There were other differences as well; he liked sports and action films, while I liked silly American sitcoms and love stories. He had patience, I had none. I was loud and liked to talk, he was quiet but luckily he liked to listen. He was strong and independent and yet I could always feel him ever so gently leaning on me for support. He protected me and at the same time pushed me to be stronger person.
With three teenagers, one baby, and a six-year-old boy coming every other weekend, it could get quiet hectic. Whenever Harry and I needed a breather I’d leave the baby with Harry’s parents, Michele in charge at home and go meet Harry on a Friday night in Stavanger.
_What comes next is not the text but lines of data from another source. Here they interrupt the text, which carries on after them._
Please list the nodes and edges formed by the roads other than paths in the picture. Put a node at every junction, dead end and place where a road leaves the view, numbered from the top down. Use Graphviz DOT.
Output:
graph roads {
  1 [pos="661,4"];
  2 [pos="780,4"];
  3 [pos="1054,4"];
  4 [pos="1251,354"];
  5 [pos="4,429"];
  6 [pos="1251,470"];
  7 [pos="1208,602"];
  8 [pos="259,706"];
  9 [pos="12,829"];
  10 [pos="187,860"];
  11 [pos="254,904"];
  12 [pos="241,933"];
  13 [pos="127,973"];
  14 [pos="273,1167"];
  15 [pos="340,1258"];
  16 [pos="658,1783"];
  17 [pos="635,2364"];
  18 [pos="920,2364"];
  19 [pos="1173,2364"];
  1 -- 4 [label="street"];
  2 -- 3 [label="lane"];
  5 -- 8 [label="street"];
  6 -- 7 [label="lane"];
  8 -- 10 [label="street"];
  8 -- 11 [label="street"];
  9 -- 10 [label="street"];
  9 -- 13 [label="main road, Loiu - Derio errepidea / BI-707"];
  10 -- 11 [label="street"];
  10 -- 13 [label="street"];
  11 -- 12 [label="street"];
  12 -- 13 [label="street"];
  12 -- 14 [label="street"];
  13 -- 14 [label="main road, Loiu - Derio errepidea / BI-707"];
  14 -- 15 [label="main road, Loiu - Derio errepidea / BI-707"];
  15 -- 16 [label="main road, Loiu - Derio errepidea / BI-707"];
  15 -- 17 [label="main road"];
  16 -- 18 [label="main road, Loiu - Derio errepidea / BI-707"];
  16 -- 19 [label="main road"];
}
We’d have dinner, see a movie and spend the night at the SAS Hotel, which had the most outstanding breakfast buffet, then drive home on Saturday morning, with our batteries fully charged. We started spending our summer vacations in America. We’d all fly over together, the children would stay with Tony, and Harry, Jan Christian, Alexander and I would stay with my parents. It was the best of both worlds, I had my home with Harry and the children in Norway and summers on the Jersey Shore with my family and friends. I could shop for all the things we couldn’t afford or find in Norway. It felt like Christmas in July.
In the summer of 1994, we found ourselves caught off guard by the realization I was expecting again. After all I’d been through to get pregnant with Alexander, I naively didn’t think, at thirty-six years old, I’d get pregnant without trying. Harry was shocked, I was surprised and Alexander was only fifteen months old. This time when we told everyone we were mostly met with questions like, “Really?” or “Again?”
By the time I had my first sonogram and found out we were having another boy, we had all warmed to the idea of a sixth child and a playmate for Alexander. With Harry by my side we welcomed Brian into the world on 9 February 1995. He weighed 3150 grams and was 49 cm long, which was exactly the same birth weight as Alexander. I took one look at my newborn son and I knew he was a blessing. We hadn’t planned on another child, but God obviously had other plans.